Objet connecté ou rapports sexuels?

Utiliser un « tracker » de fertilité augmente-il les chances pour une femme de tomber enceinte ?

Dans un article récemment publié dans un quotidien romand, on apprend que « l’entreprise Ava a annoncé la naissance d’un bébé thurgovien dont la mère a utilisé cette techno développée au CSEM ».

On peut y lire :

Un bébé thurgovien vient de naître après avoir été conçu avec l’aide d’un bracelet connecté. Une première en Suisse pour Ava. La start-up zurichoise, née en 2014, a développé un bracelet qui renseigne les femmes sur leur cycle. Porté pendant la nuit, le bracelet collecte neuf paramètres physiologiques en rapport avec la fertilité, transmis par Bluetooth au téléphone portable. Une application permet ensuite de visualiser le meilleur moment pour tenter de concevoir un enfant.

Lauréate de nombreuses distinctions et financée à hauteur de 12 millions de dollars à ce jour, l’entreprise a pu développer son bracelet grâce à une collaboration avec le CSEM, à Neuchâtel.

 

Le CSEM, ce sont des scientifiques de haut niveau. Neuf paramètres biologiques, c’est beaucoup. Et 12 millions, une somme qui devrait définitivement nous convaincre de l’utilité de ce capteur de fertilité.

J’ai pourtant voulu en savoir plus, étonné que cet article ne nous dise pas si l’utilisation du bracelet Ava permettait aux femmes qui le portaient de tomber plus souvent enceintes que les femmes qui ne le portaient pas. Bien que l’article ne nous le dise pas, on suppose que la mère de cet enfant thurgovien a eu des rapports sexuels. Donc, quoi de plus naturel que de tomber enceinte ?

On découvre dès la page d’accueil du site Internet d’Ava sous la rubrique « Qu’est-ce qui rend le tracker Ava différent ? » que ce bracelet est « cliniquement testé ». C’est bien mais cela ne prouve pas son efficacité. En dessous de ce titre, l’entreprise précise « Ava a été développé par une équipe de médecins, d’experts en fertilité et de chercheurs dont la vocation est de faire progresser la compréhension scientifique du cycle menstruel et de la santé des femmes ». C’est intéressant mais cela ne prouve toujours pas son efficacité.

Il existe heureusement sur le site une rubrique « Comment Ava fonctionne » qui donne accès à une page « for healtcare professionnals » à laquelle vous pourrez accéder si vous êtes, ou déclarez être, un professionnel de la santé.

On y découvre qu’une seule étude a été publiée dans un journal avec un système « d’évaluation par les pairs », ce qui indique en général un travail de qualité scientifique puisque évalué avant sa publication par d’autres chercheurs.

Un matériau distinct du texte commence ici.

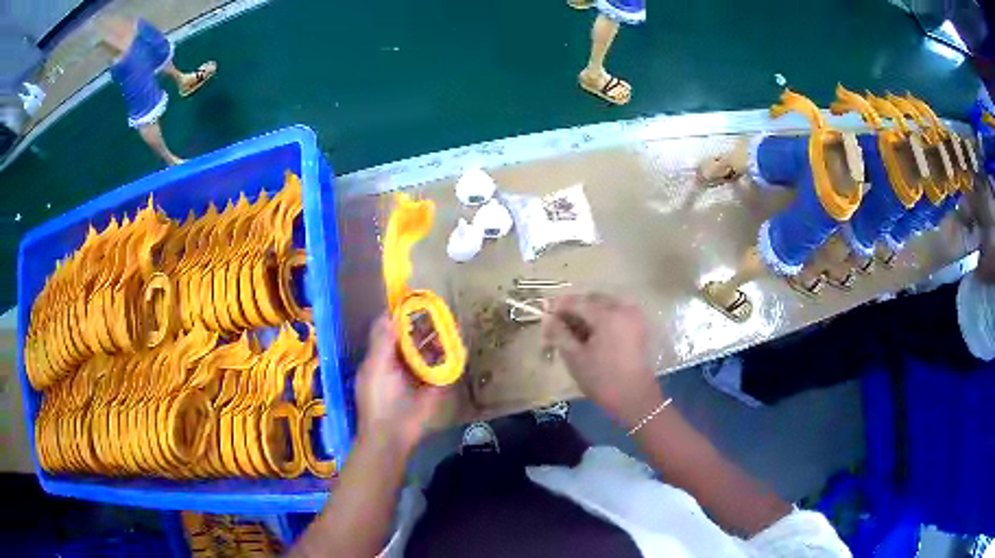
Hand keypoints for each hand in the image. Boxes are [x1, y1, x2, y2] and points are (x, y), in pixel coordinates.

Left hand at [355, 315, 447, 453]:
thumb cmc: (379, 398)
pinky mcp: (434, 388)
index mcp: (383, 357)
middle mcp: (400, 364)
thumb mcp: (376, 366)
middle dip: (424, 326)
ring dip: (439, 339)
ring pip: (429, 352)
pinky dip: (451, 358)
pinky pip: (444, 369)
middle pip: (413, 340)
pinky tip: (458, 346)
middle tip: (438, 310)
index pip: (391, 331)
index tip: (414, 302)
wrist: (392, 434)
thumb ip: (382, 341)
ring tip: (450, 325)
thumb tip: (390, 314)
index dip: (401, 317)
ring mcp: (418, 376)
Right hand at [542, 293, 663, 427]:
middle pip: (592, 300)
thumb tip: (547, 317)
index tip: (543, 309)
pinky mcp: (639, 326)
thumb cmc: (602, 379)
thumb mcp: (575, 357)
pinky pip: (615, 314)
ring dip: (587, 313)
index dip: (558, 305)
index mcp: (608, 315)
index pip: (577, 302)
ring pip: (604, 306)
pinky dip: (601, 318)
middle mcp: (623, 308)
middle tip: (555, 321)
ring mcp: (634, 316)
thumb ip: (559, 333)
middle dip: (573, 308)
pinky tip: (589, 332)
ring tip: (571, 328)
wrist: (635, 398)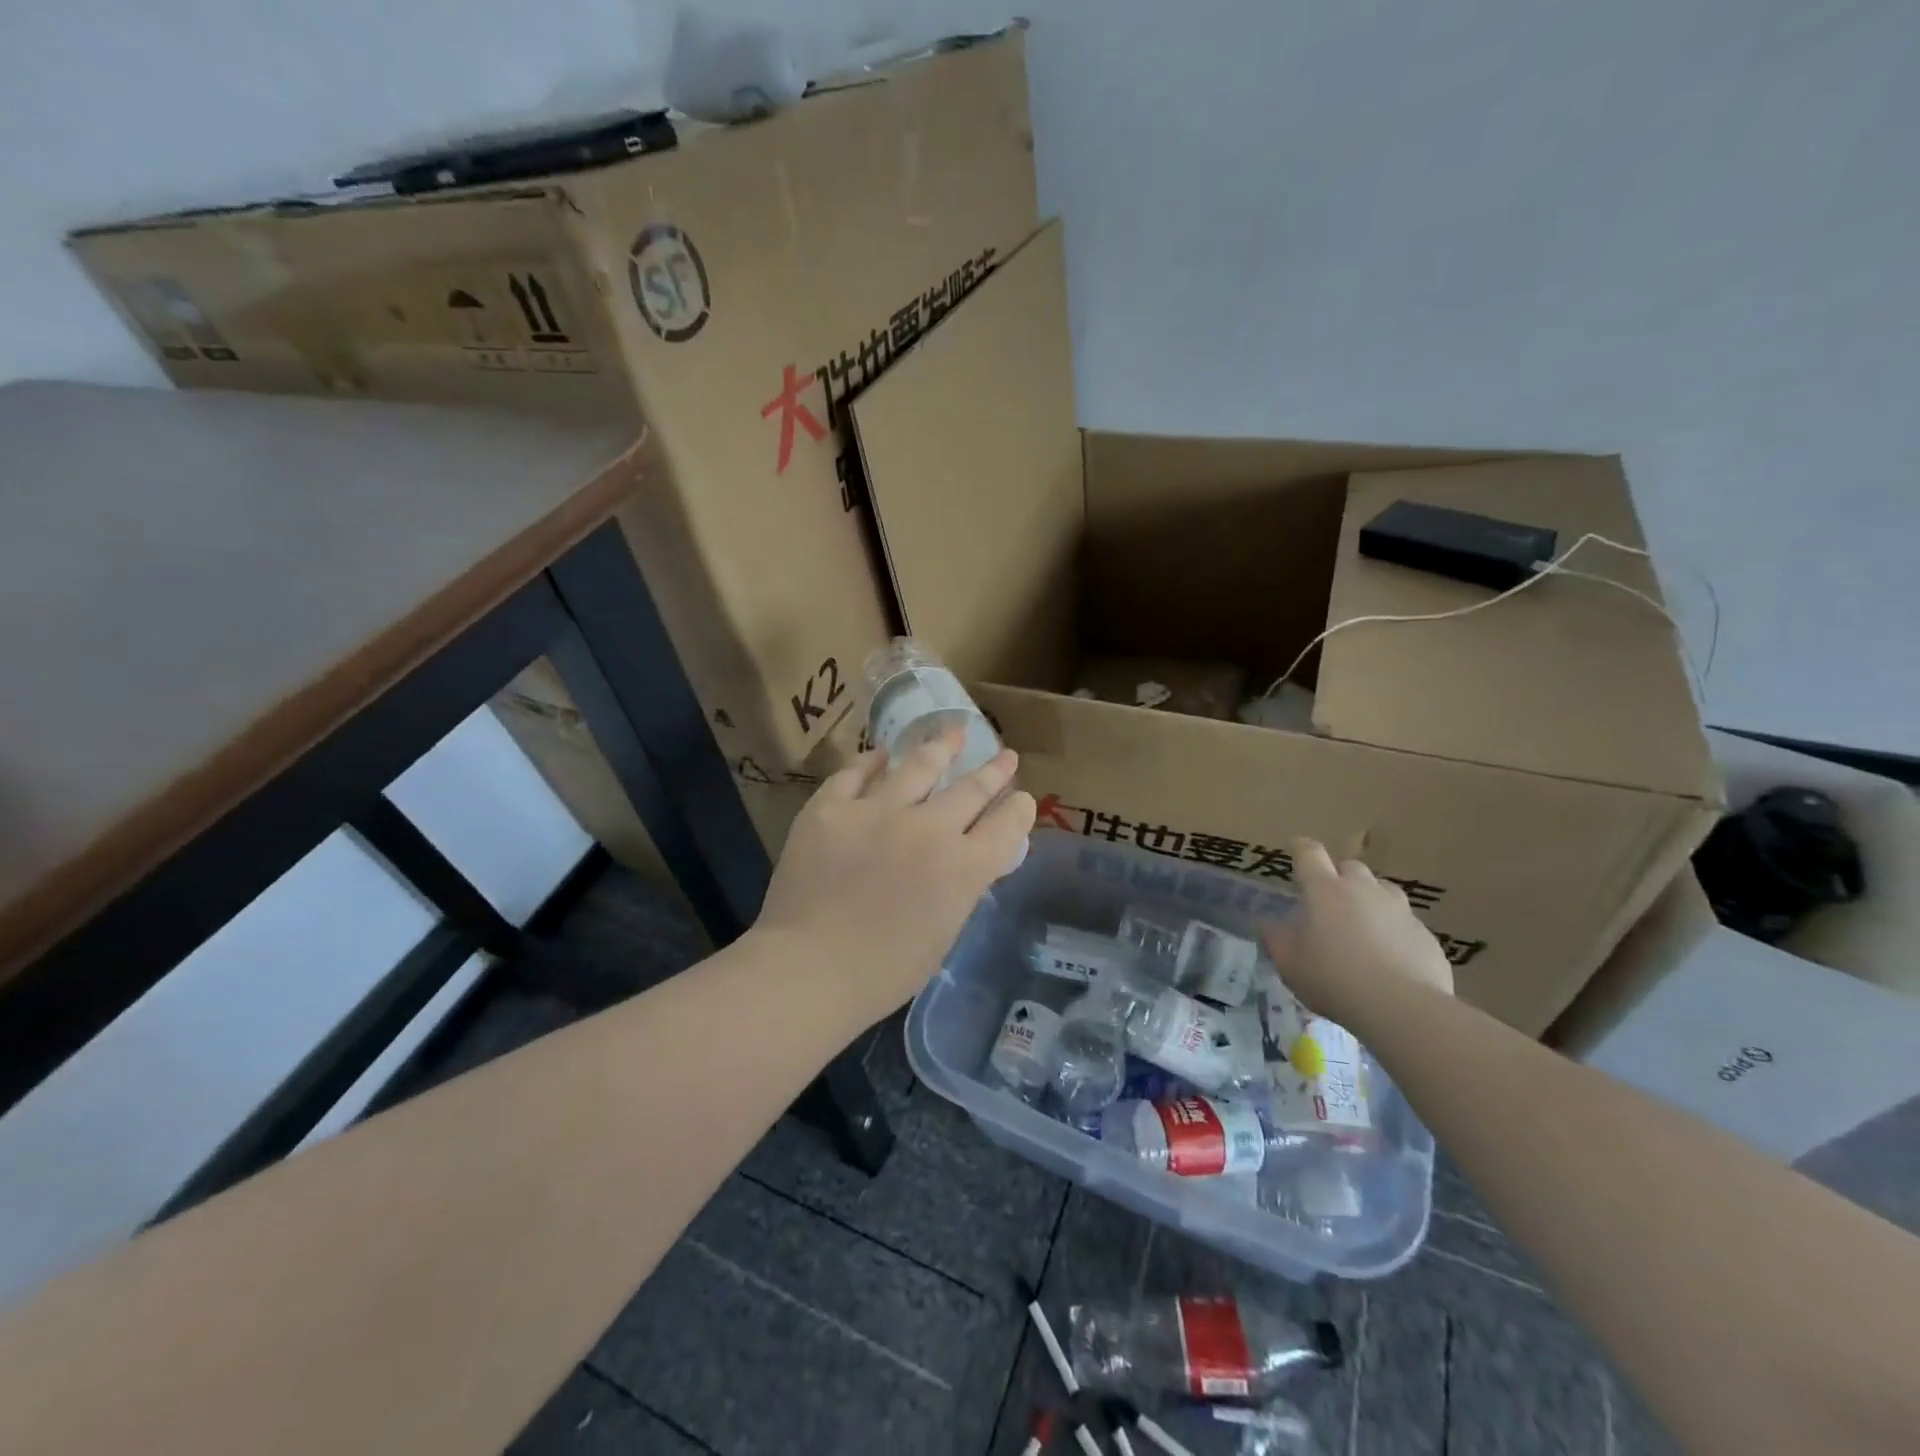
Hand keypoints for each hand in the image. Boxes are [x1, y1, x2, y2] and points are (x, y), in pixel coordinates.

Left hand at [752, 730, 1035, 1023]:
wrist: (807, 969)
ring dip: (941, 747)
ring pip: (918, 765)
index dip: (1019, 810)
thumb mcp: (942, 933)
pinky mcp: (831, 807)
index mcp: (963, 868)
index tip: (1022, 800)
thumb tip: (969, 861)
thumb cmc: (882, 971)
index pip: (1006, 826)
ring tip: (954, 731)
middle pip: (971, 789)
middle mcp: (928, 829)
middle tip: (1006, 756)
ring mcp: (877, 811)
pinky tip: (882, 753)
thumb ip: (960, 889)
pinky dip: (872, 761)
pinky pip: (856, 772)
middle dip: (994, 771)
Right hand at [1264, 837, 1453, 1024]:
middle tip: (1329, 900)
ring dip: (1370, 899)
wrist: (1402, 1008)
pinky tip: (1389, 957)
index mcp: (1324, 890)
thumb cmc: (1333, 979)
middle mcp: (1363, 890)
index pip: (1309, 854)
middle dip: (1338, 876)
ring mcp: (1399, 910)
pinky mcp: (1425, 935)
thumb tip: (1268, 924)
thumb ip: (1276, 939)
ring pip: (1383, 890)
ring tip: (1362, 924)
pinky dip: (1393, 931)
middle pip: (1350, 867)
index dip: (1300, 847)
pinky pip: (1404, 923)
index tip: (1295, 847)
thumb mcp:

Il s’agit d’une étude d’observation qui démontre « que la fréquence cardiaque durant le sommeil est liée aux différentes phases du cycle menstruel ». En poursuivant notre lecture, on découvre que deux autres études ont été publiées, toutes deux financées par Ava, mais qu’aucune d’elles ne nous dit si les femmes qui portent le bracelet Ava tombent plus souvent enceintes que les autres.

Je ne dis pas que ce capteur ne fonctionne pas, je dis simplement que nous manquons encore d’études pour le prouver. Il est aussi possible que ce capteur soit utile sans être efficace, simplement en augmentant le nombre de rapports sexuels chez ces femmes qui sont attentives à leur période de fertilité.

Pour Noemi et ses parents, c’est le prénom de ce bébé thurgovien, le plus important est ailleurs. Qu’il soit né connecté ou non, nous lui souhaitons tous les bonheurs du monde…

 

Dr Jean Gabriel Jeannot

Médecin, spécialiste en médecine interne, avec un intérêt particulier pour l’utilisation des technologies de l’information et de la communication en médecine.